Artificial Job-taking Intelligence (AJI): AI that takes YOUR job specifically
Money Printing Intelligence (MPI): AI that any random person can tell in plain language to go make money for them (more than its inference and tool use cost) and it will succeed in doing so with no further explication from them
Tool-Using Intelligence (TUI): AI that can make arbitrary interface protocols to let it control any digital or physical device responsive to an Internet connection (radio car, robot body, industrial machinery)
Automated Self-Embodier (ASE): An AI that can design a physical tool for itself to use in the world, have the parts ordered, assembled, and shipped to the location it wants the tool at, and is able to remote in and use it for its intended purpose at that location with few hiccups and little assistance from humans outside of plugging it in
The problem with MPI is it feels like “Anyone can trivially spend a small amount of money and no effort to make a larger amount of money” is the kind of thing that quickly gets saturated. If you don’t have an MPI only because of all the other MPI’s out there that have eaten up the free profits, it’s not a great measure of capabilities.
I like the other three, but I also wonder how close to TUI we already are. It wouldn’t shock me that much if we already were most of the way TUI and the only reason this didn’t lead to robotics being solved is the AI itself has limitations—i.e. it can build an interface to control the robot, but the AI itself (not the interface) ends up being too slow, too high-latency, and too unable to plan things properly to actually perform at the level it needs to. (And that slowness I expect to continue such that creating/distilling small models is better for robotics use)

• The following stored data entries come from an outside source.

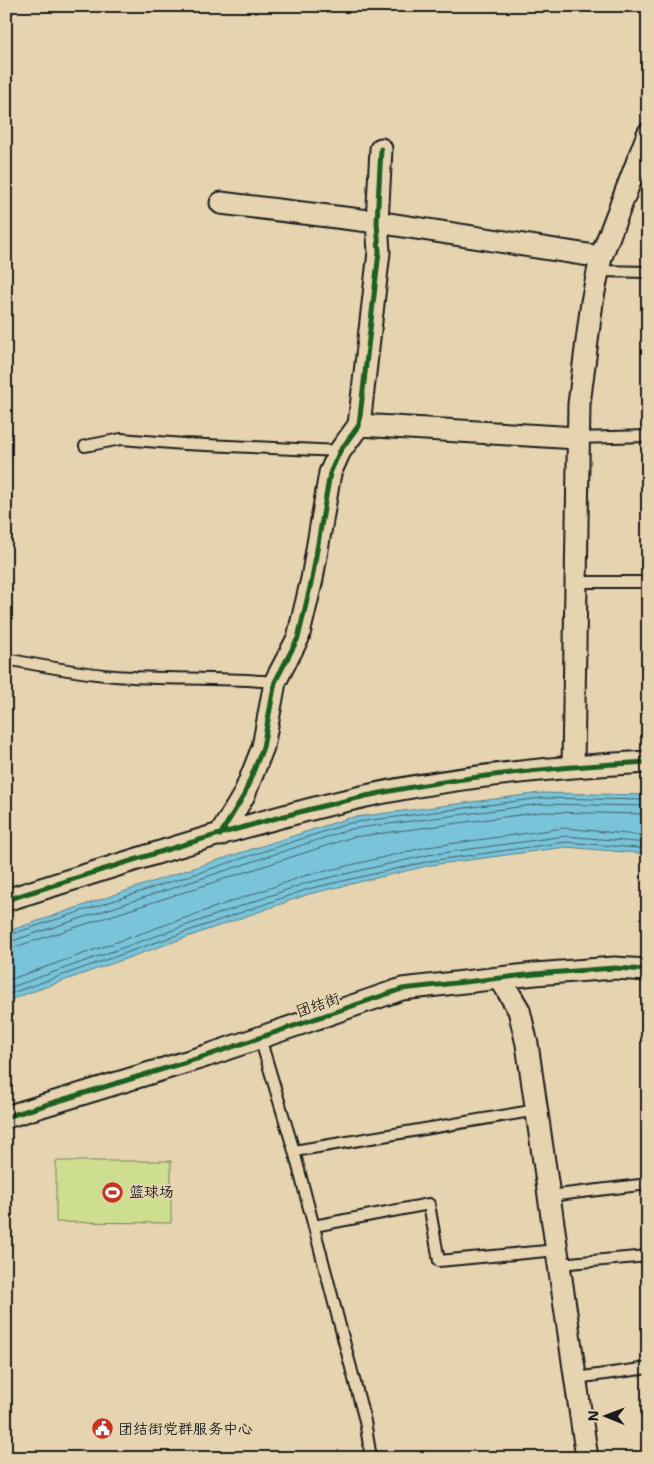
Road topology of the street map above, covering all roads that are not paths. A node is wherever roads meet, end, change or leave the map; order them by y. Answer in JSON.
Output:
{"nodes":[{"id":1,"x":648,"y":134,"type":"edge"},
{"id":2,"x":381,"y":150,"type":"dead end"},
{"id":3,"x":221,"y":203,"type":"dead end"},
{"id":4,"x":377,"y":222,"type":"junction"},
{"id":5,"x":599,"y":264,"type":"junction"},
{"id":6,"x":648,"y":272,"type":"edge"},
{"id":7,"x":359,"y":425,"type":"junction"},
{"id":8,"x":648,"y":436,"type":"edge"},
{"id":9,"x":577,"y":438,"type":"junction"},
{"id":10,"x":85,"y":446,"type":"dead end"},
{"id":11,"x":340,"y":451,"type":"junction"},
{"id":12,"x":575,"y":582,"type":"junction"},
{"id":13,"x":648,"y":582,"type":"edge"},
{"id":14,"x":6,"y":659,"type":"edge"},
{"id":15,"x":275,"y":682,"type":"junction"},
{"id":16,"x":648,"y":762,"type":"edge"},
{"id":17,"x":573,"y":766,"type":"junction"},
{"id":18,"x":220,"y":835,"type":"junction"},
{"id":19,"x":6,"y":900,"type":"edge"},
{"id":20,"x":648,"y":970,"type":"edge"},
{"id":21,"x":500,"y":978,"type":"junction"},
{"id":22,"x":260,"y":1038,"type":"junction"},
{"id":23,"x":537,"y":1110,"type":"junction"},
{"id":24,"x":6,"y":1117,"type":"edge"},
{"id":25,"x":294,"y":1151,"type":"junction"},
{"id":26,"x":648,"y":1184,"type":"edge"},
{"id":27,"x":549,"y":1196,"type":"junction"},
{"id":28,"x":314,"y":1226,"type":"junction"},
{"id":29,"x":648,"y":1256,"type":"edge"},
{"id":30,"x":558,"y":1257,"type":"junction"},
{"id":31,"x":648,"y":1368,"type":"edge"},
{"id":32,"x":576,"y":1378,"type":"junction"},
{"id":33,"x":371,"y":1458,"type":"edge"},
{"id":34,"x":587,"y":1458,"type":"edge"}],
"edges":[{"from":1,"to":5,"type":"street"},
{"from":2,"to":4,"type":"street"},
{"from":3,"to":4,"type":"street"},
{"from":4,"to":5,"type":"street"},
{"from":4,"to":7,"type":"street"},
{"from":5,"to":6,"type":"lane"},
{"from":5,"to":9,"type":"street"},
{"from":7,"to":9,"type":"street"},
{"from":7,"to":11,"type":"street"},
{"from":8,"to":9,"type":"lane"},
{"from":9,"to":12,"type":"street"},
{"from":10,"to":11,"type":"lane"},
{"from":11,"to":15,"type":"street"},
{"from":12,"to":13,"type":"lane"},
{"from":12,"to":17,"type":"street"},
{"from":14,"to":15,"type":"lane"},
{"from":15,"to":18,"type":"street"},
{"from":16,"to":17,"type":"street"},
{"from":17,"to":18,"type":"street"},
{"from":18,"to":19,"type":"street"},
{"from":20,"to":21,"type":"street","name":"团结街"},
{"from":21,"to":22,"type":"street","name":"团结街"},
{"from":21,"to":23,"type":"street"},
{"from":22,"to":24,"type":"street","name":"团结街"},
{"from":22,"to":25,"type":"lane"},
{"from":23,"to":25,"type":"lane"},
{"from":23,"to":27,"type":"street"},
{"from":25,"to":28,"type":"lane"},
{"from":26,"to":27,"type":"lane"},
{"from":27,"to":30,"type":"street"},
{"from":28,"to":30,"type":"lane"},
{"from":28,"to":33,"type":"lane"},
{"from":29,"to":30,"type":"lane"},
{"from":30,"to":32,"type":"street"},
{"from":31,"to":32,"type":"lane"},
{"from":32,"to":34,"type":"street"}]}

At least part of the problem is probably the word “intelligence”. There are many people who seem to think that a thing that takes over the world and kills humanity therefore must not be intelligent, that intelligence implies some sort of goodness. I think they’d also say that a human who wins at competitions but is unkind is not very intelligent. I don’t think we’d be having this problem with a more specific word.
Though, people also seem to have trouble with the idea that ultra-rich might be ok with not having very much money, as long as they have power over reality.

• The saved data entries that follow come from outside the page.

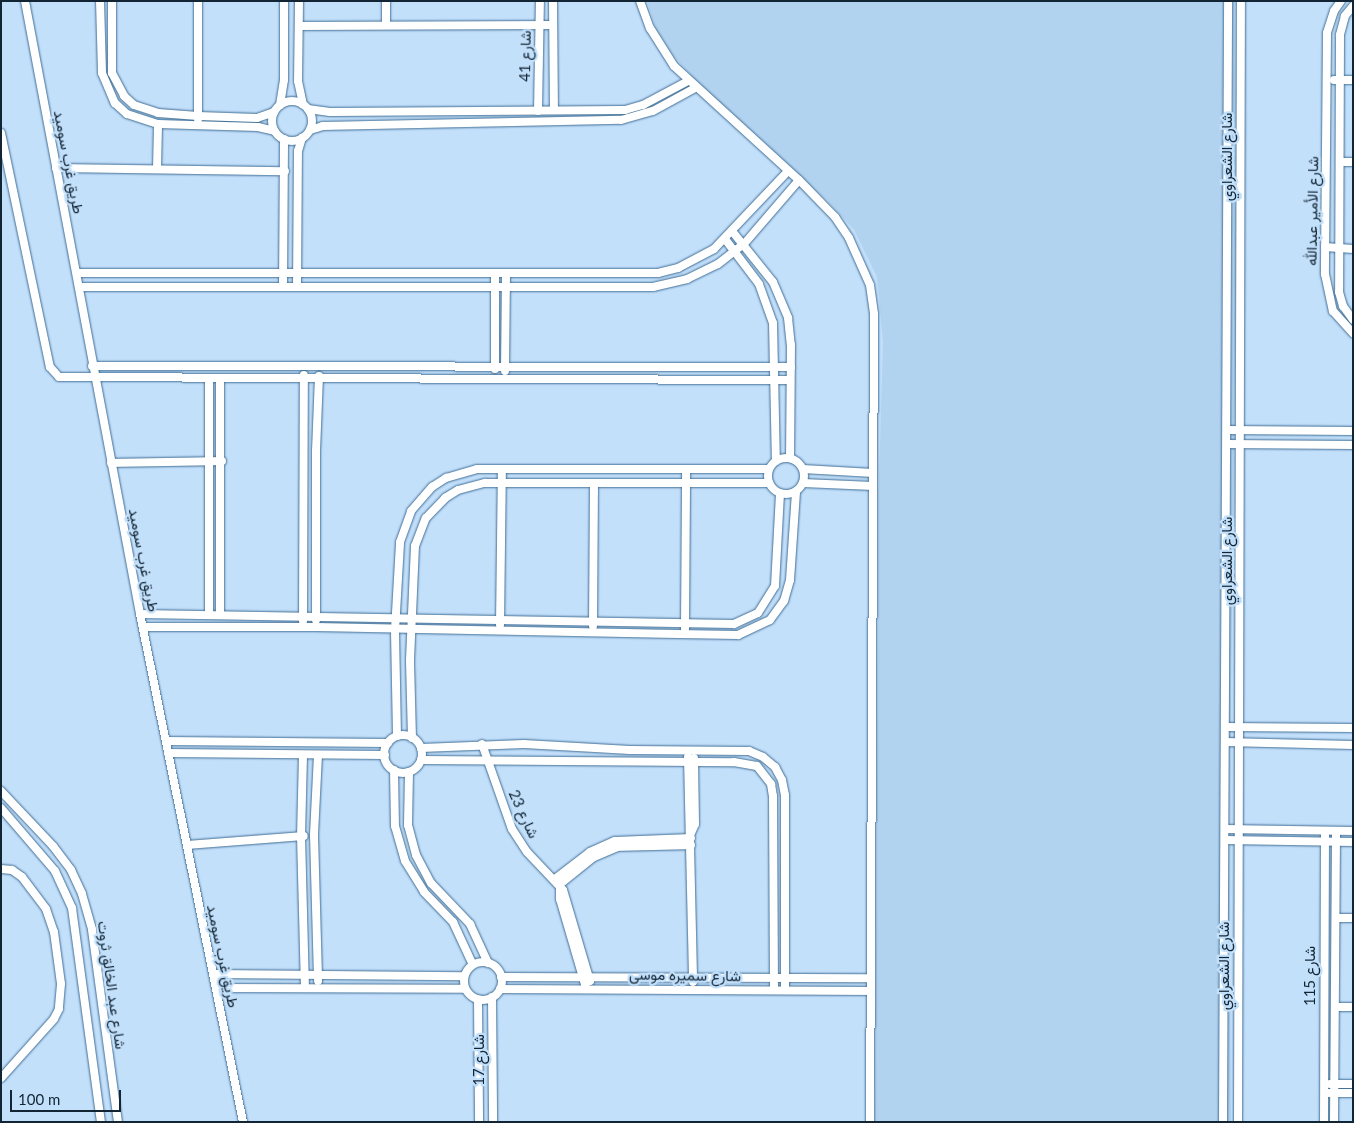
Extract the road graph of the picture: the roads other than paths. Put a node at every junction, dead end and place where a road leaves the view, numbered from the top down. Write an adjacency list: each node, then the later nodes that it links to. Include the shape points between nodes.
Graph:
1 (25, 1): 40 (street, طريق غرب سوميد)
2 (100, 1): 30 (street, via 102,73 106,89 127,114)
3 (112, 1): 28 (street, via 112,73 124,96 145,110)
4 (198, 1): 28 (street)
5 (284, 1): 24 (street, via 284,80)
6 (299, 1): 18 (street)
7 (386, 1): 16 (street)
8 (540, 1): 17 (street, شارع 41)
9 (553, 1): 15 (street, شارع 41)
10 (640, 1): 22 (street, via 660,48)
11 (1228, 1): 84 (street, شارع الشعراوي)
12 (1241, 1): 85 (street, شارع الشعراوي)
13 (1341, 1): 19 (street, شارع الأمير عبدالله, via 1327,33)
14 (1353, 6): 20 (street, شارع الأمير عبدالله, via 1345,16 1340,35)
15 (552, 24): 17 (street); 26 (street, شارع 41)
16 (386, 25): 17 (street); 18 (street)
17 (539, 25): 26 (street, شارع 41)
18 (299, 26): 25 (street, via 298,81)
19 (1327, 80): 20 (street); 37 (street, شارع الأمير عبدالله)
20 (1339, 80): 21 (street); 38 (street, شارع الأمير عبدالله)
21 (1353, 80)
22 (688, 81): 23 (street); 26 (street, via 643,105 625,110)
23 (695, 88): 29 (street, via 653,111 632,118); 43 (street)
24 (280, 105): 25 (street, via 291,101); 27 (street)
25 (306, 106): 26 (street, via 330,112); 32 (street, via 312,119)
26 (546, 111): 29 (street)
27 (274, 112): 28 (street, via 257,118); 33 (street)
28 (198, 116): 31 (street)
29 (547, 123): 32 (street, via 323,126)
30 (158, 124): 31 (street); 41 (street)
31 (198, 126): 33 (street, via 258,127)
32 (310, 130): 35 (street)
33 (275, 131): 36 (street)
34 (1, 133): 73 (street, via 51,370 62,377)
35 (302, 138): 36 (street); 55 (street, via 298,151)
36 (284, 139): 42 (street)
37 (1326, 158): 38 (street); 46 (street, شارع الأمير عبدالله)
38 (1340, 160): 39 (street); 44 (street, شارع الأمير عبدالله)
39 (1353, 162)
40 (56, 168): 41 (street); 56 (street, طريق غرب سوميد)
41 (157, 169): 42 (street)
42 (285, 171): 54 (street)
43 (788, 171): 45 (street); 47 (street)
44 (1340, 179): 46 (street); 51 (street, شارع الأمير عبدالله)
45 (799, 180): 49 (street); 100 (street, via 835,217 849,238 870,285 874,314)
46 (1326, 180): 50 (street, شارع الأمير عبدالله)
47 (732, 232): 48 (street); 49 (street)
48 (725, 239): 53 (street); 58 (street, via 697,260 658,273)
49 (744, 244): 53 (street); 69 (street, via 773,282 784,306 790,332)
50 (1325, 247): 51 (street); 65 (street, شارع الأمير عبدالله, via 1327,294 1334,311)
51 (1340, 248): 52 (street); 64 (street, شارع الأمير عبدالله, via 1338,292)
52 (1353, 248)
53 (735, 251): 63 (street, via 703,273 653,287); 72 (street, via 759,284 770,310 775,336)
54 (283, 271): 55 (street); 56 (street); 60 (street)
55 (297, 271): 57 (street); 61 (street)
56 (77, 272): 59 (street, طريق غرب سوميد)
57 (495, 274): 58 (street); 62 (street)
58 (506, 274): 63 (street)
59 (80, 287): 60 (street); 66 (street, طريق غرب سوميد)
60 (282, 287): 61 (street)
61 (297, 287): 62 (street)
62 (496, 287): 63 (street); 67 (street)
63 (506, 287): 68 (street)
64 (1353, 320)
65 (1353, 333)
66 (92, 366): 70 (street); 73 (street, طريق غرب سوميد)
67 (495, 366): 68 (street); 71 (street); 76 (street)
68 (505, 366): 72 (street); 77 (street)
69 (790, 367): 72 (street); 81 (street)
70 (303, 368): 71 (street); 78 (street)
71 (319, 368): 79 (street)
72 (775, 368): 80 (street)
73 (94, 377): 74 (street); 94 (street, طريق غرب سوميد)
74 (209, 378): 75 (street); 82 (street)
75 (220, 378): 78 (street); 83 (street)
76 (495, 378): 77 (street); 79 (street)
77 (505, 378): 80 (street)
78 (304, 379): 79 (street); 122 (street)
79 (319, 379): 121 (street)
80 (775, 380): 81 (street); 93 (street)
81 (790, 380): 90 (street)
82 (209, 428): 83 (street); 91 (street)
83 (220, 428): 92 (street)
84 (1227, 430): 85 (street); 87 (street, شارع الشعراوي)
85 (1241, 430): 86 (street); 88 (street, شارع الشعراوي)
86 (1353, 431)
87 (1227, 444): 88 (street); 136 (street, شارع الشعراوي)
88 (1241, 444): 89 (street); 137 (street, شارع الشعراوي)
89 (1353, 446)
90 (790, 458): 93 (street); 97 (street)
91 (208, 461): 92 (street); 94 (street); 110 (street)
92 (222, 461): 111 (street)
93 (776, 461): 96 (street)
94 (111, 464): 118 (street, طريق غرب سوميد)
95 (502, 469): 98 (street); 101 (street); 112 (street, via 477,469 446,478 420,498)
96 (769, 469): 99 (street); 104 (street)
97 (803, 469): 100 (street); 105 (street)
98 (560, 470): 99 (street); 102 (street)
99 (686, 471): 106 (street)
100 (873, 473): 107 (street)
101 (503, 483): 102 (street); 113 (street, via 458,490 435,507); 125 (street)
102 (560, 483): 103 (street)
103 (594, 483): 106 (street); 126 (street)
104 (770, 483): 106 (street); 109 (street)
105 (803, 483): 107 (street); 108 (street)
106 (686, 484): 127 (street)
107 (873, 486): 193 (street)
108 (796, 491): 109 (street); 135 (street, via 790,580 778,611 749,632)
109 (780, 493): 127 (street, via 776,576 767,604 747,620 734,624)
110 (208, 525): 111 (street); 114 (street)
111 (219, 525): 115 (street)
112 (404, 526): 113 (street); 116 (street)
113 (420, 530): 117 (street)
114 (208, 558): 115 (street); 119 (street)
115 (219, 558): 120 (street)
116 (398, 562): 117 (street); 123 (street)
117 (414, 562): 124 (street)
118 (140, 614): 119 (street); 129 (street, طريق غرب سوميد)
119 (209, 614): 120 (street)
120 (220, 614): 122 (street)
121 (316, 615): 122 (street); 123 (street); 130 (street)
122 (303, 616): 128 (street)
123 (396, 620): 124 (street); 131 (street)
124 (412, 620): 125 (street); 132 (street)
125 (500, 622): 126 (street); 133 (street)
126 (594, 623): 127 (street); 134 (street)
127 (686, 624): 135 (street)
128 (304, 626): 129 (street); 130 (street)
129 (143, 627): 141 (street, طريق غرب سوميد)
130 (316, 627): 131 (street)
131 (395, 630): 132 (street); 139 (street)
132 (411, 631): 133 (street); 140 (street)
133 (500, 632): 134 (street)
134 (594, 633): 135 (street)
135 (686, 635)
136 (1225, 727): 137 (street); 142 (street, شارع الشعراوي)
137 (1240, 727): 138 (street); 145 (street, شارع الشعراوي)
138 (1353, 728)
139 (397, 736): 140 (street); 143 (street)
140 (412, 738): 147 (street)
141 (166, 741): 143 (street); 149 (street, طريق غرب سوميد)
142 (1225, 742): 145 (street); 162 (street, شارع الشعراوي)
143 (388, 743): 152 (street)
144 (482, 744): 147 (street); 148 (street); 154 (street, شارع 23)
145 (1240, 744): 146 (street); 163 (street, شارع الشعراوي)
146 (1353, 744)
147 (421, 748): 153 (street)
148 (691, 750): 155 (street); 192 (street, via 749,751 769,762 782,780)
149 (168, 753): 150 (street); 175 (street, طريق غرب سوميد)
150 (304, 755): 151 (street); 168 (street)
151 (318, 755): 152 (street); 167 (street)
152 (385, 755): 156 (street)
153 (421, 760): 154 (street); 157 (street)
154 (487, 760): 155 (street); 177 (street, شارع 23, via 512,829 527,852)
155 (691, 761): 169 (street, via 688,825); 191 (street, via 746,762 757,766 772,784)
156 (394, 770): 157 (street); 183 (street, via 395,826 405,861 424,892 453,922)
157 (409, 772): 182 (street, via 408,825 416,855 431,883 470,924)
158 (1, 790): 159 (street, شارع عبد الخالق ثروت)
159 (8, 797): 160 (street); 216 (street, شارع عبد الخالق ثروت, via 54,846 71,870 82,894 92,930)
160 (1, 803)
161 (1, 808): 215 (street, شارع عبد الخالق ثروت, via 55,871 72,908)
162 (1225, 829): 163 (street); 170 (street, شارع الشعراوي)
163 (1240, 829): 164 (street); 171 (street, شارع الشعراوي)
164 (1325, 831): 166 (street); 172 (street, شارع 115)
165 (1353, 831): 166 (street)
166 (1336, 832): 173 (street, شارع 115)
167 (314, 835): 168 (street); 178 (street)
168 (302, 836): 175 (street); 179 (street)
169 (691, 839): 177 (street, via 617,847 594,857); 190 (street)
170 (1225, 840): 171 (street); 221 (street, شارع الشعراوي)
171 (1240, 840): 172 (street); 222 (street, شارع الشعراوي)
172 (1325, 842): 173 (street); 209 (street, شارع 115)
173 (1336, 842): 174 (street); 180 (street, شارع 115)
174 (1353, 842)
175 (187, 845): 184 (street, طريق غرب سوميد)
176 (1, 869): 208 (street, via 12,870 22,877 46,909 54,932 61,984 59,1009 54,1019)
177 (558, 882): 189 (street)
178 (316, 892): 179 (street); 186 (street)
179 (303, 893): 185 (street)
180 (1336, 918): 181 (street); 206 (street, شارع 115)
181 (1353, 918)
182 (488, 964): 183 (street); 188 (street)
183 (473, 965): 187 (street)
184 (214, 974): 185 (street); 194 (street, طريق غرب سوميد)
185 (305, 976): 186 (street); 195 (street)
186 (318, 976): 187 (street); 196 (street)
187 (464, 976): 198 (street)
188 (501, 977): 189 (street, شارع سميره موسى); 199 (street)
189 (585, 977): 190 (street, شارع سميره موسى); 197 (street)
190 (693, 978): 191 (street, شارع سميره موسى); 200 (street)
191 (774, 978): 192 (street, شارع سميره موسى); 201 (street)
192 (785, 978): 193 (street, شارع سميره موسى); 202 (street)
193 (870, 978): 203 (street)
194 (217, 988): 195 (street); 217 (street, طريق غرب سوميد)
195 (305, 988): 196 (street)
196 (318, 988): 198 (street)
197 (589, 988): 199 (street, شارع سميره موسى); 200 (street, شارع سميره موسى)
198 (465, 989): 205 (street)
199 (500, 989): 204 (street)
200 (693, 989): 201 (street, شارع سميره موسى)
201 (774, 990): 202 (street, شارع سميره موسى)
202 (785, 990): 203 (street, شارع سميره موسى)
203 (870, 991): 220 (street)
204 (492, 997): 205 (street); 219 (street, شارع 17)
205 (478, 1000): 218 (street, شارع 17)
206 (1335, 1007): 207 (street); 210 (street, شارع 115)
207 (1353, 1007)
208 (2, 1075)
209 (1324, 1084): 210 (street); 212 (street, شارع 115)
210 (1334, 1084): 211 (street); 213 (street, شارع 115)
211 (1353, 1084)
212 (1325, 1092): 213 (street); 223 (street, شارع 115)
213 (1334, 1093): 214 (street); 224 (street, شارع 115)
214 (1353, 1093)
215 (101, 1122)
216 (118, 1122)
217 (242, 1122)
218 (479, 1122)
219 (493, 1122)
220 (870, 1122)
221 (1223, 1122)
222 (1238, 1122)
223 (1324, 1122)
224 (1334, 1122)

This is a nice post, but it’s bit funny to see it on the same day as everyone started admitting that Claude Code with Opus 4.5 is AGI. (See https://x.com/deepfates/status/2004994698335879383)
I suggest call AIs by some intuitively clear levels, for example:
Terense-Tao-level-AI
Human-civilization-level-AI
Nanotech-capable-AI
Galaxy-level-superintelligence
Terence Tao can drive a car and talk to people to set up a business, and many other things outside of math. So I hope we don’t give that name to systems that can’t do those things.